(Information supplied):
━━━━━━
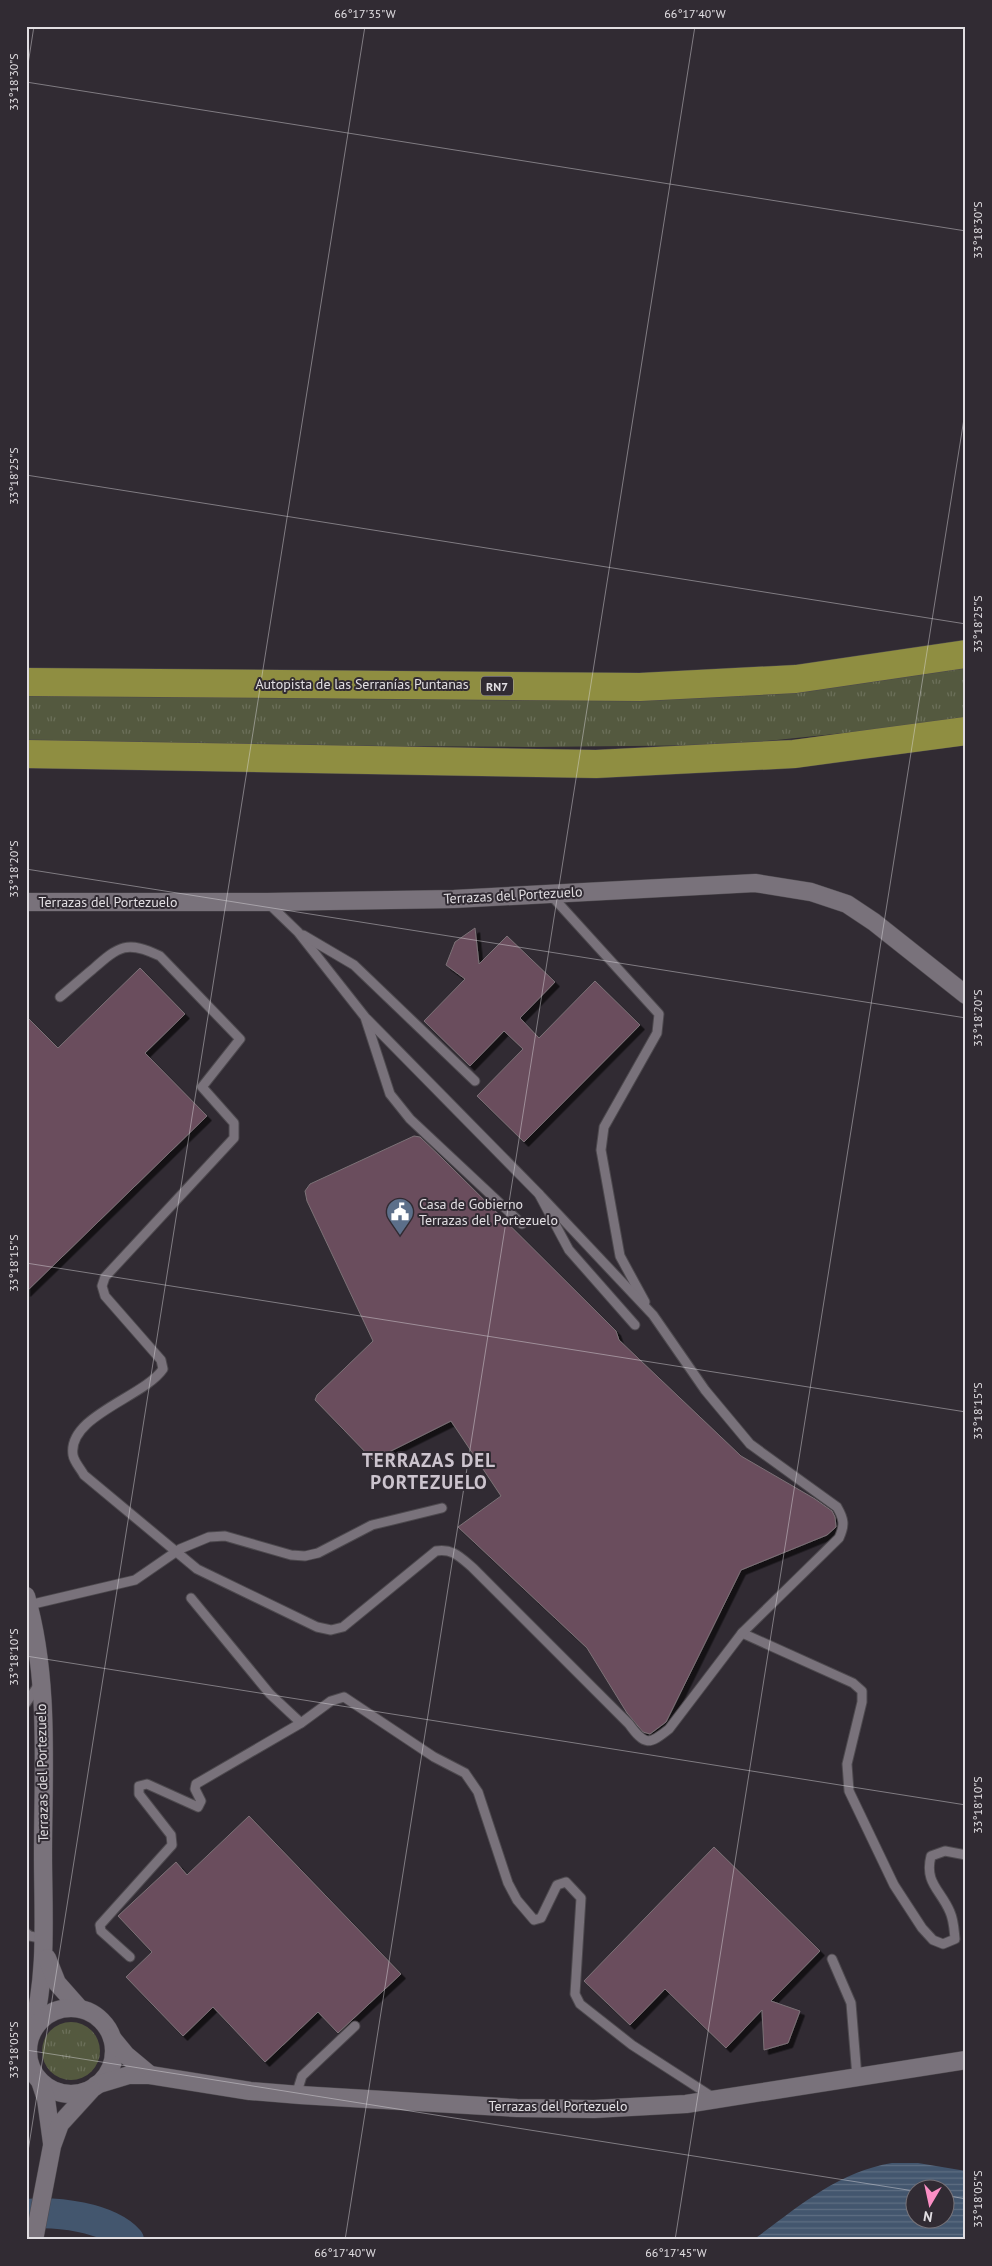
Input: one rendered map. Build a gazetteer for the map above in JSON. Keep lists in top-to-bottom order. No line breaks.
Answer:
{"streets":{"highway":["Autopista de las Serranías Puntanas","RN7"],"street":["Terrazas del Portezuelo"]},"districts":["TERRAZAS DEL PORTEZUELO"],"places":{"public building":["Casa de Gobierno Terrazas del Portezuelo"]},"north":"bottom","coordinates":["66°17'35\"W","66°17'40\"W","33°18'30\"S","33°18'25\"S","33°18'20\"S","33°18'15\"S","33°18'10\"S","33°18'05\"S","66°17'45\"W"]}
━━━━━━
(Directions for this task):
Would you output the full listing exactly as it stands, minus the images?

(Answer box):
Input: one rendered map. Build a gazetteer for the map above in JSON. Keep lists in top-to-bottom order. No line breaks.
Answer:
{"streets":{"highway":["Autopista de las Serranías Puntanas","RN7"],"street":["Terrazas del Portezuelo"]},"districts":["TERRAZAS DEL PORTEZUELO"],"places":{"public building":["Casa de Gobierno Terrazas del Portezuelo"]},"north":"bottom","coordinates":["66°17'35\"W","66°17'40\"W","33°18'30\"S","33°18'25\"S","33°18'20\"S","33°18'15\"S","33°18'10\"S","33°18'05\"S","66°17'45\"W"]}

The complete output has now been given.